Pamela Z's Home Page | Pamela Z Press index | contact


ISSUE #110 • JUNE 28, 1993

Mac Performance Art


By David Morgenstern


The best thing at the Apple Expo West was Dream Encoding, a performance piece by a local San Francisco Bay Area artist, Pamela Z. Dream Encoding started with a conservatively dressed young woman giving a marketing demonstration of a new product, Art-O-Matic. "Why bother with practicing?" claimed the presenter. The product promised to bestow instant "art" to the user. "No matter how dull or uninteresting your iife has been, Art-O-Matic will bring an instant lifestyle change."

The demonstration featured a series of professional-looking packaged computer and video presentations on several large screen displays. Suddenly the displays were filled with a woman with wild dreadlocked hair, who peered about, and then disappeared. This apparition disturbed the demonstration and the poor marketing representative's composure. She kept trying to get things back on track, but this strange video character, who looked remarkably similar to the presenter, kept returning, interfering and finally taking over the demonstration. The displays went wild, changing colors, picturing natural scenes and strange effects. The presenter herself was transformed, suddenly singing opera and then merging with the video version of herself. Of course, the video personality and the marketing representative were one and the same person, the singer/ performance artist, Pamela Z.
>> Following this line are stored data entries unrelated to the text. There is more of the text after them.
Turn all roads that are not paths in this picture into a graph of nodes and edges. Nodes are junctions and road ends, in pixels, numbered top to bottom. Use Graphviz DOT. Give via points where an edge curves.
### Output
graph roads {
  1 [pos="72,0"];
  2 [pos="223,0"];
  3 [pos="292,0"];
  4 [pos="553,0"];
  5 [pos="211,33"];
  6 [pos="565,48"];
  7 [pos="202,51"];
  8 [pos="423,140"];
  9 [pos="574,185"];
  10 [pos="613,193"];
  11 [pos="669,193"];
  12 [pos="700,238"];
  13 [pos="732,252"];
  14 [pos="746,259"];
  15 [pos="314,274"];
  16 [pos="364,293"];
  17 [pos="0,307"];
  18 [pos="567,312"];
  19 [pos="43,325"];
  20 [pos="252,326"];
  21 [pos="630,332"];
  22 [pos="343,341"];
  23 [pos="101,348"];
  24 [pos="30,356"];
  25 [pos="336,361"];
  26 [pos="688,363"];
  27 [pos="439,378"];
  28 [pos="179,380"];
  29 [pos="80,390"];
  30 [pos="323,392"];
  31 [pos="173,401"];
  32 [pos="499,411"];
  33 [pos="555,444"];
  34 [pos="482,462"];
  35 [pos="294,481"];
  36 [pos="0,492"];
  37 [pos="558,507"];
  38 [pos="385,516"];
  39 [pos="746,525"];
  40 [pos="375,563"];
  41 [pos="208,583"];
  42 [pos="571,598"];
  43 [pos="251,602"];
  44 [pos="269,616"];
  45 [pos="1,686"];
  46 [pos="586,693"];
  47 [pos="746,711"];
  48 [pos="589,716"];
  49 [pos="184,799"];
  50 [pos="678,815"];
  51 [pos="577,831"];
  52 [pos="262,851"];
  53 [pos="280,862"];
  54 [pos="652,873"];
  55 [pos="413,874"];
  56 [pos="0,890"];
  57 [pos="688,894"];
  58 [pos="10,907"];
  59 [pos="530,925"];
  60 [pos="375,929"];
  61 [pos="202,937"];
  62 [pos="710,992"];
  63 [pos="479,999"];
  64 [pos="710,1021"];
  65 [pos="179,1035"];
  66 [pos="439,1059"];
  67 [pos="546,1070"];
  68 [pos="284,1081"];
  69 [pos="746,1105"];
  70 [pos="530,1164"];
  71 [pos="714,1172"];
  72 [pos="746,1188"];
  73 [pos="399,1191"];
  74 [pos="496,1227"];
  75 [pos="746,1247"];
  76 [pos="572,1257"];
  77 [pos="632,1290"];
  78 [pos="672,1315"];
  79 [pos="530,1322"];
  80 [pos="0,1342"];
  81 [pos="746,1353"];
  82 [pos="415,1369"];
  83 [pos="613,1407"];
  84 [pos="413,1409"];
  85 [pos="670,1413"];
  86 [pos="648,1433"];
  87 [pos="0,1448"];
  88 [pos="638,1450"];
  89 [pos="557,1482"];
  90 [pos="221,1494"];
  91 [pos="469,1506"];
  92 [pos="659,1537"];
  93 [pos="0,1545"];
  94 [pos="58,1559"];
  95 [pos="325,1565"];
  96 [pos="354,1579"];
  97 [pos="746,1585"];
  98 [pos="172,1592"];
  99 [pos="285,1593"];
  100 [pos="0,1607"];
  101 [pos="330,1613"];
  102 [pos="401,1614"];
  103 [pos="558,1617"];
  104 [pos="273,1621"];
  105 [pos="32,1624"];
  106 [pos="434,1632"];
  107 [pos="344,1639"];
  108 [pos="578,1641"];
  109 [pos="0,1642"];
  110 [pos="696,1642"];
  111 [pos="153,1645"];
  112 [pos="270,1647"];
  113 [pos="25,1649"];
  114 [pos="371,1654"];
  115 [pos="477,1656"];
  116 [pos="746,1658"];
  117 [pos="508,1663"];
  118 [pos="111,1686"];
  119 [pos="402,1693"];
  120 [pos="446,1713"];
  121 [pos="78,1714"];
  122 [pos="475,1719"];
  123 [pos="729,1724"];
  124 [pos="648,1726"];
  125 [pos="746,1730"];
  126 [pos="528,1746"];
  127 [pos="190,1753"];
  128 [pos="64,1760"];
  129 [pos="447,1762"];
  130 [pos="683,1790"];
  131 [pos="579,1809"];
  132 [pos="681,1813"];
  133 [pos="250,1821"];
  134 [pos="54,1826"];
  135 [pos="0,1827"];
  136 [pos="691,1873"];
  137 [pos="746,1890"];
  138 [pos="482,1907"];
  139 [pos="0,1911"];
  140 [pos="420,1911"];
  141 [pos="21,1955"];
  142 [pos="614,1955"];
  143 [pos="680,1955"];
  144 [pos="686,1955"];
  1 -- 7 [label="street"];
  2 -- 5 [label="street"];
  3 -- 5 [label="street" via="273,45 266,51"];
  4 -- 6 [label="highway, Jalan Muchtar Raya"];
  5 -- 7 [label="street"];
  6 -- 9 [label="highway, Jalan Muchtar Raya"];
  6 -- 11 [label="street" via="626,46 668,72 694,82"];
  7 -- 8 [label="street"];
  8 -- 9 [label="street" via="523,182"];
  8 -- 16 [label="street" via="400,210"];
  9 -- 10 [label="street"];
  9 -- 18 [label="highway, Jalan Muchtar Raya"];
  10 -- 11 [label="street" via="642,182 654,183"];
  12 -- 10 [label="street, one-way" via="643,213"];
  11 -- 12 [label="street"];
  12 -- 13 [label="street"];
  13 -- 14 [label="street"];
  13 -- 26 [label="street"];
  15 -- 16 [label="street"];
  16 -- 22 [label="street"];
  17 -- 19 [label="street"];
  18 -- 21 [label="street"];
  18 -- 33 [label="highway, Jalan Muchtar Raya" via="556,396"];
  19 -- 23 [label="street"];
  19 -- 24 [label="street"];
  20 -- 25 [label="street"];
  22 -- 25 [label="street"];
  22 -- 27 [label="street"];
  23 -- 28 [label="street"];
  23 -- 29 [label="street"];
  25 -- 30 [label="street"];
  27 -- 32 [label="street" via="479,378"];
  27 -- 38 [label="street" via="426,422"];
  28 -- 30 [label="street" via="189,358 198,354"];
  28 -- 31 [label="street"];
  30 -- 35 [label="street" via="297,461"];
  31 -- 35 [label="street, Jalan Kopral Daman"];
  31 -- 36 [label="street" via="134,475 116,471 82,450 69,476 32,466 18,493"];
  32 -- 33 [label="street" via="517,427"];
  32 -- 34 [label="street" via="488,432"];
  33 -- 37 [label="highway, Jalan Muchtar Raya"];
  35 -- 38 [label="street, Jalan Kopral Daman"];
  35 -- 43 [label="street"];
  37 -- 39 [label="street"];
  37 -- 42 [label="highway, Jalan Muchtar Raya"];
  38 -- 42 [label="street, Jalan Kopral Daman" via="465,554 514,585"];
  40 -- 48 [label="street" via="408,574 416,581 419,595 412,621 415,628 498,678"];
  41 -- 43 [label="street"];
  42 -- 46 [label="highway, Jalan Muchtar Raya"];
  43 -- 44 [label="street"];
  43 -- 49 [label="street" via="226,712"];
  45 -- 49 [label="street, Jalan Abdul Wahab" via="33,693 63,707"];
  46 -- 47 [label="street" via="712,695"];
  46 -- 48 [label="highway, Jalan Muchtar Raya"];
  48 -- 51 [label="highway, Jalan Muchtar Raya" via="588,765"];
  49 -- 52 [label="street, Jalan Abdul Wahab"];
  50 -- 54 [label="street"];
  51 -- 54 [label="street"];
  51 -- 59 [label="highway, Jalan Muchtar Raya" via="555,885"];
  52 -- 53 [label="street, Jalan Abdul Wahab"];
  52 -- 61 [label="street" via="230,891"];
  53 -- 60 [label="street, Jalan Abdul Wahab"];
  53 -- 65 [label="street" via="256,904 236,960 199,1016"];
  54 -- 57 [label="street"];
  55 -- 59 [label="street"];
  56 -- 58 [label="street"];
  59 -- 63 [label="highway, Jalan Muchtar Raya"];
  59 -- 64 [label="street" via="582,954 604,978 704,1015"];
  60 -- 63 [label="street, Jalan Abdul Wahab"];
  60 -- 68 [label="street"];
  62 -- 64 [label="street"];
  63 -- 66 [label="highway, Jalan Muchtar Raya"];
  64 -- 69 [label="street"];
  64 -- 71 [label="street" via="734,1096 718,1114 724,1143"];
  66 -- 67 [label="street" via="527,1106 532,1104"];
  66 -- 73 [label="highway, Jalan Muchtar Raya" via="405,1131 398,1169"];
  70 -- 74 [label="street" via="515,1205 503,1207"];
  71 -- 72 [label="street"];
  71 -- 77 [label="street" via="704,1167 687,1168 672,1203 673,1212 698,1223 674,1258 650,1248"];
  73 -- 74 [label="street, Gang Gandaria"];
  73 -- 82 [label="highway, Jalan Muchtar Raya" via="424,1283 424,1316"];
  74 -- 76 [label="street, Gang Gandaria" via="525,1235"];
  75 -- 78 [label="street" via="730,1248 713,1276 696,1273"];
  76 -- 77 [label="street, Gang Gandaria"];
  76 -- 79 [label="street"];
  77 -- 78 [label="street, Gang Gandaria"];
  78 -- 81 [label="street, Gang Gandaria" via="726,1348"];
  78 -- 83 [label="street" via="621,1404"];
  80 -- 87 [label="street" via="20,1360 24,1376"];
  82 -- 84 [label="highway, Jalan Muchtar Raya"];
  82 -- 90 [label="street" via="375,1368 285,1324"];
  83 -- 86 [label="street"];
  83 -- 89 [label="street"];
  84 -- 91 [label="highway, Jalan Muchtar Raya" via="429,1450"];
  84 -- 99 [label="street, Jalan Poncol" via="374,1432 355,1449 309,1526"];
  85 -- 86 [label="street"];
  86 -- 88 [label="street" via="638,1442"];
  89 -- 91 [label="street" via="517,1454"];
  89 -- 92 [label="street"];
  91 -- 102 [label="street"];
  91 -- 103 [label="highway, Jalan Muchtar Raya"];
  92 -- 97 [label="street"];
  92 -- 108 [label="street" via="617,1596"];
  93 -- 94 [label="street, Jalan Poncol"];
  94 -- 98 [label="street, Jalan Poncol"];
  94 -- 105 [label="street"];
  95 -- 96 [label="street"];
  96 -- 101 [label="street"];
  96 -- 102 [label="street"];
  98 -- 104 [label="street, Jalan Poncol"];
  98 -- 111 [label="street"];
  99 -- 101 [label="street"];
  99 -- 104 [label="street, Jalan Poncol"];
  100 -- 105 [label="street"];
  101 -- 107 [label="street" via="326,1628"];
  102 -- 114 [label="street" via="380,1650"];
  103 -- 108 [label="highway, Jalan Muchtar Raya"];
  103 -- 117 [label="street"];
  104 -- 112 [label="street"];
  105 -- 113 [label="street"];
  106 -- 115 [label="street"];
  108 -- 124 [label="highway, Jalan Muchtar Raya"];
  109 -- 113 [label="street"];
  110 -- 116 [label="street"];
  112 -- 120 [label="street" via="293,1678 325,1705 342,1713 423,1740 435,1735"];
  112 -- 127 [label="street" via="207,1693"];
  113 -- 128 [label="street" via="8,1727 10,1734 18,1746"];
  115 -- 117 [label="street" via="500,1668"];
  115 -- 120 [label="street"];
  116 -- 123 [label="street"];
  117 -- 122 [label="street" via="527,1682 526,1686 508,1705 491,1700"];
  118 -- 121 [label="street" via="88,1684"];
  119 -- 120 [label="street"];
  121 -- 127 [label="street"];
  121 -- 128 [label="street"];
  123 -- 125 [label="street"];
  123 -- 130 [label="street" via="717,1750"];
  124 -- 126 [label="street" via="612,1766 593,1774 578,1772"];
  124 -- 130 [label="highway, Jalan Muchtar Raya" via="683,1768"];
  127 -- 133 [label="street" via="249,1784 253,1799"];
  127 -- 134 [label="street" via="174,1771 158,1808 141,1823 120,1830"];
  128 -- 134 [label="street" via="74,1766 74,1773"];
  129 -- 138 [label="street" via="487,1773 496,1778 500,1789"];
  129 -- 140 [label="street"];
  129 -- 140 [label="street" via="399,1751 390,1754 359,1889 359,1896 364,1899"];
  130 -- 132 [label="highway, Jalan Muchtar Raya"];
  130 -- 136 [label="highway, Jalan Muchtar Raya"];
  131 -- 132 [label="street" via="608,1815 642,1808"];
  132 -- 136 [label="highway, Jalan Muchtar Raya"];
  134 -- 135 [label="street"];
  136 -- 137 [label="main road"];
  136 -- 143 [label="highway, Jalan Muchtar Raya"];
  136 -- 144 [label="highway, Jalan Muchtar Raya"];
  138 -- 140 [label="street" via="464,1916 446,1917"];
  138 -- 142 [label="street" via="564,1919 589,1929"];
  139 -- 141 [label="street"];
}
The work, sponsored by Media Tree, a San Francisco video services company, and Zakros Interarts/New Music Theatre, a nonprofit art organization; was very complex in execution, and relied upon many different computer and video technologies. The performance was supported by-a crew running several live video cameras, video controllers, MIDI synthesizers, and Macintosh computers. The primary hardware for video display and control were from Fast Electronics, a German company. They have a new line of professional desktop video equipment - called the Video Machine.

Pamela was able to adjust some of the music and video effects through a BodySynth controller. The BodySynth, invented by local e- music guru, Ed Severinghaus, translates the wearer's movements into signals that can trigger and control MIDI devices. The device is becoming popular in the high-tech music community, and has been used in performances by Laurie Anderson and Peter Gabriel.

Some onlookers thought that Art-O-Matic was a real product, which flabbergasted Pamela Z. She thought it "totally bogus" when audience members inquired where and when Art-O-Matic would be available to the public. Other viewers maintained there were two different women (credit Pamela's acting ability, and that the nice saleswoman couldnŐt possibly be Pamela in a wig. The pain - and distress of Pamela's marketing persona were certainly familiar to me, after sitting through many years of real-life screw-ups in demonstrations at BMUG meetings.